Headshot by Rita Bullwinkel

This theme was given to me by my Mum, and I put assigned it for August as the booker long list was announced on July 30th. Perfect timing!

First step was to pick which book I wanted to read, and after reading this write-up https://www.telegraph.co.uk/books/booker-prize/booker-prize-longlist-publishers-woken-up/ I narrowed it down to headshot, wild houses and creation lake. My mum offered to buy me whichever book I wanted to read and since creation lake was not available yet, she bought me Headshot AND Wild Houses. Thanks Mum!

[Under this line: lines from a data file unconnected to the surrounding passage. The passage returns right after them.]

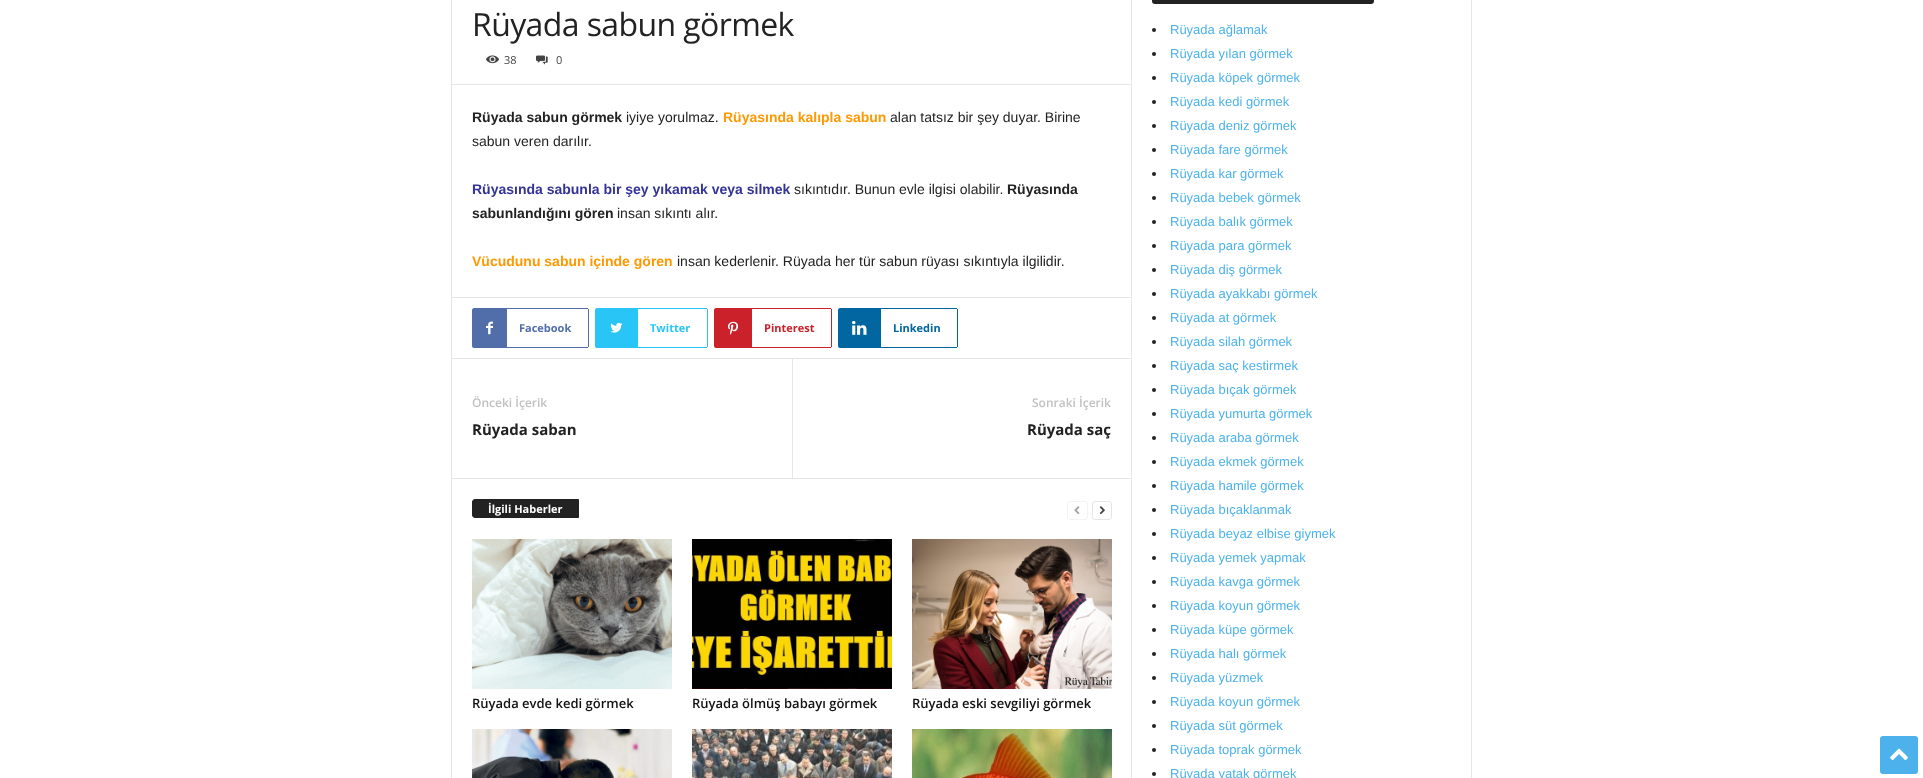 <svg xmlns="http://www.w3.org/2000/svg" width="1923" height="778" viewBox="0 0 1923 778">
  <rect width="100%" height="100%" fill="#ffffff"/>
  <rect x="451" y="0" width="1" height="778" fill="#e6e6e6"/>
  <text x="472" y="36" font-family="Open Sans" font-size="32" letter-spacing="-0.6" fill="#222222">Rüyada sabun görmek</text>
  <image x="486" y="55" width="13" height="9" href="img1.png"/>
  <text x="504" y="64" font-family="Open Sans" font-size="11" fill="#444444">38</text>
  <image x="536" y="55" width="12" height="10" href="img2.png"/>
  <text x="556" y="64" font-family="Open Sans" font-size="11" fill="#444444">0</text>
  <rect x="452" y="84" width="679" height="1" fill="#e6e6e6"/>
  <text x="472" y="122" font-family="Liberation Sans" font-size="14" font-weight="bold" fill="#222222">Rüyada sabun görmek</text>
  <text x="626" y="122" font-family="Liberation Sans" font-size="14" fill="#222222">iyiye yorulmaz.</text>
  <text x="723" y="122" font-family="Liberation Sans" font-size="14" font-weight="bold" fill="#ff9900">Rüyasında kalıpla sabun</text>
  <text x="890" y="122" font-family="Liberation Sans" font-size="14" fill="#222222">alan tatsız bir şey duyar. Birine</text>
  <text x="472" y="146" font-family="Liberation Sans" font-size="14" fill="#222222">sabun veren darılır.</text>
  <text x="472" y="194" font-family="Liberation Sans" font-size="14" font-weight="bold" fill="#333399">Rüyasında sabunla bir şey yıkamak veya silmek</text>
  <text x="794" y="194" font-family="Liberation Sans" font-size="14" fill="#222222">sıkıntıdır. Bunun evle ilgisi olabilir.</text>
  <text x="1007" y="194" font-family="Liberation Sans" font-size="14" font-weight="bold" fill="#222222">Rüyasında</text>
  <text x="472" y="218" font-family="Liberation Sans" font-size="14" font-weight="bold" fill="#222222">sabunlandığını gören</text>
  <text x="617" y="218" font-family="Liberation Sans" font-size="14" fill="#222222">insan sıkıntı alır.</text>
  <text x="472" y="266" font-family="Liberation Sans" font-size="14" font-weight="bold" fill="#ff9900">Vücudunu sabun içinde gören</text>
  <text x="677" y="266" font-family="Liberation Sans" font-size="14" fill="#222222">insan kederlenir. Rüyada her tür sabun rüyası sıkıntıyla ilgilidir.</text>
  <rect x="452" y="297" width="679" height="1" fill="#e6e6e6"/>
  <path d="M474 308H507V348H474C473 348 472 347 472 346V310C472 309 473 308 474 308Z" fill="#516eab"/>
  <image x="486" y="321" width="7" height="14" href="img3.png"/>
  <rect x="507" y="308" width="81" height="1" fill="#516eab"/>
  <rect x="588" y="309" width="1" height="38" fill="#516eab"/>
  <rect x="507" y="347" width="81" height="1" fill="#516eab"/>
  <text x="519" y="332" font-family="Open Sans" font-size="11" font-weight="bold" fill="#516eab">Facebook</text>
  <path d="M597 308H638V348H597C596 348 595 347 595 346V310C595 309 596 308 597 308Z" fill="#29c5f6"/>
  <image x="610" y="322" width="13" height="11" href="img4.png"/>
  <rect x="638" y="308" width="69" height="1" fill="#29c5f6"/>
  <rect x="707" y="309" width="1" height="38" fill="#29c5f6"/>
  <rect x="638" y="347" width="69" height="1" fill="#29c5f6"/>
  <text x="650" y="332" font-family="Open Sans" font-size="11" font-weight="bold" fill="#29c5f6">Twitter</text>
  <path d="M716 308H752V348H716C715 348 714 347 714 346V310C714 309 715 308 716 308Z" fill="#ca212a"/>
  <image x="728" y="321" width="11" height="14" href="img5.png"/>
  <rect x="752" y="308" width="79" height="1" fill="#ca212a"/>
  <rect x="831" y="309" width="1" height="38" fill="#ca212a"/>
  <rect x="752" y="347" width="79" height="1" fill="#ca212a"/>
  <text x="764" y="332" font-family="Open Sans" font-size="11" font-weight="bold" fill="#ca212a">Pinterest</text>
  <path d="M840 308H881V348H840C839 348 838 347 838 346V310C838 309 839 308 840 308Z" fill="#0266a0"/>
  <image x="852" y="321" width="15" height="14" href="img6.png"/>
  <rect x="881" y="308" width="76" height="1" fill="#0266a0"/>
  <rect x="957" y="309" width="1" height="38" fill="#0266a0"/>
  <rect x="881" y="347" width="76" height="1" fill="#0266a0"/>
  <text x="893" y="332" font-family="Open Sans" font-size="11" font-weight="bold" fill="#0266a0">Linkedin</text>
  <rect x="452" y="358" width="679" height="1" fill="#e6e6e6"/>
  <text x="472" y="407" font-family="Open Sans" font-size="12" font-weight="600" fill="#c1c1c1">Önceki İçerik</text>
  <text x="472" y="435" font-family="Open Sans" font-size="15" font-weight="bold" fill="#222222">Rüyada saban</text>
  <rect x="792" y="359" width="1" height="119" fill="#e6e6e6"/>
  <text x="1032" y="407" font-family="Open Sans" font-size="12" font-weight="600" fill="#c1c1c1">Sonraki İçerik</text>
  <text x="1027" y="435" font-family="Open Sans" font-size="15" font-weight="bold" fill="#222222">Rüyada saç</text>
  <rect x="452" y="478" width="679" height="1" fill="#e6e6e6"/>
  <path d="M475 499.5H578.5V517.5H475C473.5 517.5 472.5 516.5 472.5 515V502C472.5 500.5 473.5 499.5 475 499.5Z" fill="#222222" stroke="#222222"/>
  <text x="488" y="513" font-family="Open Sans" font-size="11" font-weight="bold" fill="#ffffff">İlgili Haberler</text>
  <rect x="1067.5" y="501.5" width="20" height="18" rx="2.5" fill="none" stroke="#f3f3f3"/>
  <image x="1074" y="506" width="6" height="9" href="img7.png"/>
  <rect x="1092.5" y="501.5" width="19" height="18" rx="2.5" fill="none" stroke="#e6e6e6"/>
  <image x="1099" y="506" width="6" height="9" href="img8.png"/>
  <image x="472" y="539" width="200" height="150" href="img9.png"/>
  <text x="472" y="708" font-family="Open Sans" font-size="13" font-weight="600" fill="#111111">Rüyada evde kedi görmek</text>
  <image x="692" y="539" width="200" height="150" href="img10.png"/>
  <text x="692" y="708" font-family="Open Sans" font-size="13" font-weight="600" fill="#111111">Rüyada ölmüş babayı görmek</text>
  <image x="912" y="539" width="200" height="150" href="img11.png"/>
  <text x="912" y="708" font-family="Open Sans" font-size="13" font-weight="600" fill="#111111">Rüyada eski sevgiliyi görmek</text>
  <image x="472" y="729" width="200" height="49" href="img12.png"/>
  <image x="692" y="729" width="200" height="49" href="img13.png"/>
  <image x="912" y="729" width="200" height="49" href="img14.png"/>
  <rect x="1131" y="0" width="1" height="778" fill="#e6e6e6"/>
  <rect x="1152" y="-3" width="222" height="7" rx="3" fill="#222222"/>
  <circle cx="1154" cy="30" r="2" fill="#222222"/>
  <text x="1170" y="34" font-family="Liberation Sans" font-size="13" fill="#4db2ec">Rüyada ağlamak</text>
  <circle cx="1154" cy="54" r="2" fill="#222222"/>
  <text x="1170" y="58" font-family="Liberation Sans" font-size="13" fill="#4db2ec">Rüyada yılan görmek</text>
  <circle cx="1154" cy="78" r="2" fill="#222222"/>
  <text x="1170" y="82" font-family="Liberation Sans" font-size="13" fill="#4db2ec">Rüyada köpek görmek</text>
  <circle cx="1154" cy="102" r="2" fill="#222222"/>
  <text x="1170" y="106" font-family="Liberation Sans" font-size="13" fill="#4db2ec">Rüyada kedi görmek</text>
  <circle cx="1154" cy="126" r="2" fill="#222222"/>
  <text x="1170" y="130" font-family="Liberation Sans" font-size="13" fill="#4db2ec">Rüyada deniz görmek</text>
  <circle cx="1154" cy="150" r="2" fill="#222222"/>
  <text x="1170" y="154" font-family="Liberation Sans" font-size="13" fill="#4db2ec">Rüyada fare görmek</text>
  <circle cx="1154" cy="174" r="2" fill="#222222"/>
  <text x="1170" y="178" font-family="Liberation Sans" font-size="13" fill="#4db2ec">Rüyada kar görmek</text>
  <circle cx="1154" cy="198" r="2" fill="#222222"/>
  <text x="1170" y="202" font-family="Liberation Sans" font-size="13" fill="#4db2ec">Rüyada bebek görmek</text>
  <circle cx="1154" cy="222" r="2" fill="#222222"/>
  <text x="1170" y="226" font-family="Liberation Sans" font-size="13" fill="#4db2ec">Rüyada balık görmek</text>
  <circle cx="1154" cy="246" r="2" fill="#222222"/>
  <text x="1170" y="250" font-family="Liberation Sans" font-size="13" fill="#4db2ec">Rüyada para görmek</text>
  <circle cx="1154" cy="270" r="2" fill="#222222"/>
  <text x="1170" y="274" font-family="Liberation Sans" font-size="13" fill="#4db2ec">Rüyada diş görmek</text>
  <circle cx="1154" cy="294" r="2" fill="#222222"/>
  <text x="1170" y="298" font-family="Liberation Sans" font-size="13" fill="#4db2ec">Rüyada ayakkabı görmek</text>
  <circle cx="1154" cy="318" r="2" fill="#222222"/>
  <text x="1170" y="322" font-family="Liberation Sans" font-size="13" fill="#4db2ec">Rüyada at görmek</text>
  <circle cx="1154" cy="342" r="2" fill="#222222"/>
  <text x="1170" y="346" font-family="Liberation Sans" font-size="13" fill="#4db2ec">Rüyada silah görmek</text>
  <circle cx="1154" cy="366" r="2" fill="#222222"/>
  <text x="1170" y="370" font-family="Liberation Sans" font-size="13" fill="#4db2ec">Rüyada saç kestirmek</text>
  <circle cx="1154" cy="390" r="2" fill="#222222"/>
  <text x="1170" y="394" font-family="Liberation Sans" font-size="13" fill="#4db2ec">Rüyada bıçak görmek</text>
  <circle cx="1154" cy="414" r="2" fill="#222222"/>
  <text x="1170" y="418" font-family="Liberation Sans" font-size="13" fill="#4db2ec">Rüyada yumurta görmek</text>
  <circle cx="1154" cy="438" r="2" fill="#222222"/>
  <text x="1170" y="442" font-family="Liberation Sans" font-size="13" fill="#4db2ec">Rüyada araba görmek</text>
  <circle cx="1154" cy="462" r="2" fill="#222222"/>
  <text x="1170" y="466" font-family="Liberation Sans" font-size="13" fill="#4db2ec">Rüyada ekmek görmek</text>
  <circle cx="1154" cy="486" r="2" fill="#222222"/>
  <text x="1170" y="490" font-family="Liberation Sans" font-size="13" fill="#4db2ec">Rüyada hamile görmek</text>
  <circle cx="1154" cy="510" r="2" fill="#222222"/>
  <text x="1170" y="514" font-family="Liberation Sans" font-size="13" fill="#4db2ec">Rüyada bıçaklanmak</text>
  <circle cx="1154" cy="534" r="2" fill="#222222"/>
  <text x="1170" y="538" font-family="Liberation Sans" font-size="13" fill="#4db2ec">Rüyada beyaz elbise giymek</text>
  <circle cx="1154" cy="558" r="2" fill="#222222"/>
  <text x="1170" y="562" font-family="Liberation Sans" font-size="13" fill="#4db2ec">Rüyada yemek yapmak</text>
  <circle cx="1154" cy="582" r="2" fill="#222222"/>
  <text x="1170" y="586" font-family="Liberation Sans" font-size="13" fill="#4db2ec">Rüyada kavga görmek</text>
  <circle cx="1154" cy="606" r="2" fill="#222222"/>
  <text x="1170" y="610" font-family="Liberation Sans" font-size="13" fill="#4db2ec">Rüyada koyun görmek</text>
  <circle cx="1154" cy="630" r="2" fill="#222222"/>
  <text x="1170" y="634" font-family="Liberation Sans" font-size="13" fill="#4db2ec">Rüyada küpe görmek</text>
  <circle cx="1154" cy="654" r="2" fill="#222222"/>
  <text x="1170" y="658" font-family="Liberation Sans" font-size="13" fill="#4db2ec">Rüyada halı görmek</text>
  <circle cx="1154" cy="678" r="2" fill="#222222"/>
  <text x="1170" y="682" font-family="Liberation Sans" font-size="13" fill="#4db2ec">Rüyada yüzmek</text>
  <circle cx="1154" cy="702" r="2" fill="#222222"/>
  <text x="1170" y="706" font-family="Liberation Sans" font-size="13" fill="#4db2ec">Rüyada koyun görmek</text>
  <circle cx="1154" cy="726" r="2" fill="#222222"/>
  <text x="1170" y="730" font-family="Liberation Sans" font-size="13" fill="#4db2ec">Rüyada süt görmek</text>
  <circle cx="1154" cy="750" r="2" fill="#222222"/>
  <text x="1170" y="754" font-family="Liberation Sans" font-size="13" fill="#4db2ec">Rüyada toprak görmek</text>
  <circle cx="1154" cy="774" r="2" fill="#222222"/>
  <text x="1170" y="778" font-family="Liberation Sans" font-size="13" fill="#4db2ec">Rüyada yatak görmek</text>
  <rect x="1471" y="0" width="1" height="778" fill="#e6e6e6"/>
  <rect x="1880" y="736" width="38" height="38" rx="3" fill="#4db2ec"/>
  <image x="1890" y="748" width="18" height="13" href="img15.png"/>
</svg>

Sometimes you get an impression that an author is getting better and better the more they practice (Terry Pratchett anyone?). Rita Bullwinkel is not one of those authors. She must have done all her practice off screen because this is a fully formed perfectly concise novel. She doesn't describe the motel the girl boxers are staying in. No, she spends a paragraph describing the eggs at the morning buffet breakfast. The incredible detail with which she paints the eggs allows the reader to see the whole motel in that same detail, we know exactly what that motel will look like, smell like and even what the beds will feel like. It's even better with her characters, the girl boxers, but describing the minutiae of their thoughts during their fights we can extrapolate their whole. I felt I knew each one of these girls when in reality each one had hardly any page time. I loved the snapshots into the future of who they would become, and sometimes where they came from, it just worked perfectly.

This book reminds me of Steven Wilson's song Perfect Life from his Hand Cannot Erase album - in only a few words a whole life can be seen. Atmospheric and sparse writing at its finest.

Oh yeah and it's about boxing, but that's irrelevant.